--- Your assignment ---
What follows is a set of records; copy all of it exactly.

Collected data entries
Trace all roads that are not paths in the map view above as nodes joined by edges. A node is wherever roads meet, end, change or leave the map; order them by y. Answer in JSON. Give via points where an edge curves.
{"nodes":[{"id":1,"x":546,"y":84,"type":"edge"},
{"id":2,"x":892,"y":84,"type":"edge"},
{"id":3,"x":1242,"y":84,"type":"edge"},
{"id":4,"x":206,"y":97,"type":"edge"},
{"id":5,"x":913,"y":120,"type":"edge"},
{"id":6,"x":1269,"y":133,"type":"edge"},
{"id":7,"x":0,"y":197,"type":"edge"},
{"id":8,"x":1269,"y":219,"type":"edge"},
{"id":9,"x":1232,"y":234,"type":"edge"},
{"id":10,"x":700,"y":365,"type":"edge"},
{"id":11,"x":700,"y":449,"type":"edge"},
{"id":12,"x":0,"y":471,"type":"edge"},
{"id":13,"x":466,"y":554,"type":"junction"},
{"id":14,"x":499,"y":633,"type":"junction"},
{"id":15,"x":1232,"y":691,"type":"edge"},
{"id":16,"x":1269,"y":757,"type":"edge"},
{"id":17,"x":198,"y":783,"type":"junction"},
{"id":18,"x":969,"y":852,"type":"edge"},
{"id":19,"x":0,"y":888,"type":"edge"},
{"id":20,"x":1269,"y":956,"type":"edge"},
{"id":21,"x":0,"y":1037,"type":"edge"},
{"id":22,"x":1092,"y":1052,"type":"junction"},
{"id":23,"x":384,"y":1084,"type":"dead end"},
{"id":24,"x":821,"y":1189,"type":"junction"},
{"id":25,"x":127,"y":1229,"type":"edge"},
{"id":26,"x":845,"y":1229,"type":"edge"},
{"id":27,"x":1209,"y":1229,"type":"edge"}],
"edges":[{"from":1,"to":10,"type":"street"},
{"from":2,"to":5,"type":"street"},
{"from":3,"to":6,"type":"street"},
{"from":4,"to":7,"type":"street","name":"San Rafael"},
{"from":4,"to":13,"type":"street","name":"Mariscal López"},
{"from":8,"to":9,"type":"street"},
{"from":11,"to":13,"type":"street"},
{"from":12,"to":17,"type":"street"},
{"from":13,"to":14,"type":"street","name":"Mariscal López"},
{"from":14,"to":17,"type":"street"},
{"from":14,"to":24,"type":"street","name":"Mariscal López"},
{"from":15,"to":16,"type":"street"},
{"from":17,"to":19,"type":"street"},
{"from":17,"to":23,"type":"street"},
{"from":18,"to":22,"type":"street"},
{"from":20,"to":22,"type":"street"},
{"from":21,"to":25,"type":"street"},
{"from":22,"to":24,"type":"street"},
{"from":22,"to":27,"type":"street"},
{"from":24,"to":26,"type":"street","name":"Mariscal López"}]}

--- Solution to this exercise ---
Trace all roads that are not paths in the map view above as nodes joined by edges. A node is wherever roads meet, end, change or leave the map; order them by y. Answer in JSON. Give via points where an edge curves.
{"nodes":[{"id":1,"x":546,"y":84,"type":"edge"},
{"id":2,"x":892,"y":84,"type":"edge"},
{"id":3,"x":1242,"y":84,"type":"edge"},
{"id":4,"x":206,"y":97,"type":"edge"},
{"id":5,"x":913,"y":120,"type":"edge"},
{"id":6,"x":1269,"y":133,"type":"edge"},
{"id":7,"x":0,"y":197,"type":"edge"},
{"id":8,"x":1269,"y":219,"type":"edge"},
{"id":9,"x":1232,"y":234,"type":"edge"},
{"id":10,"x":700,"y":365,"type":"edge"},
{"id":11,"x":700,"y":449,"type":"edge"},
{"id":12,"x":0,"y":471,"type":"edge"},
{"id":13,"x":466,"y":554,"type":"junction"},
{"id":14,"x":499,"y":633,"type":"junction"},
{"id":15,"x":1232,"y":691,"type":"edge"},
{"id":16,"x":1269,"y":757,"type":"edge"},
{"id":17,"x":198,"y":783,"type":"junction"},
{"id":18,"x":969,"y":852,"type":"edge"},
{"id":19,"x":0,"y":888,"type":"edge"},
{"id":20,"x":1269,"y":956,"type":"edge"},
{"id":21,"x":0,"y":1037,"type":"edge"},
{"id":22,"x":1092,"y":1052,"type":"junction"},
{"id":23,"x":384,"y":1084,"type":"dead end"},
{"id":24,"x":821,"y":1189,"type":"junction"},
{"id":25,"x":127,"y":1229,"type":"edge"},
{"id":26,"x":845,"y":1229,"type":"edge"},
{"id":27,"x":1209,"y":1229,"type":"edge"}],
"edges":[{"from":1,"to":10,"type":"street"},
{"from":2,"to":5,"type":"street"},
{"from":3,"to":6,"type":"street"},
{"from":4,"to":7,"type":"street","name":"San Rafael"},
{"from":4,"to":13,"type":"street","name":"Mariscal López"},
{"from":8,"to":9,"type":"street"},
{"from":11,"to":13,"type":"street"},
{"from":12,"to":17,"type":"street"},
{"from":13,"to":14,"type":"street","name":"Mariscal López"},
{"from":14,"to":17,"type":"street"},
{"from":14,"to":24,"type":"street","name":"Mariscal López"},
{"from":15,"to":16,"type":"street"},
{"from":17,"to":19,"type":"street"},
{"from":17,"to":23,"type":"street"},
{"from":18,"to":22,"type":"street"},
{"from":20,"to":22,"type":"street"},
{"from":21,"to":25,"type":"street"},
{"from":22,"to":24,"type":"street"},
{"from":22,"to":27,"type":"street"},
{"from":24,"to":26,"type":"street","name":"Mariscal López"}]}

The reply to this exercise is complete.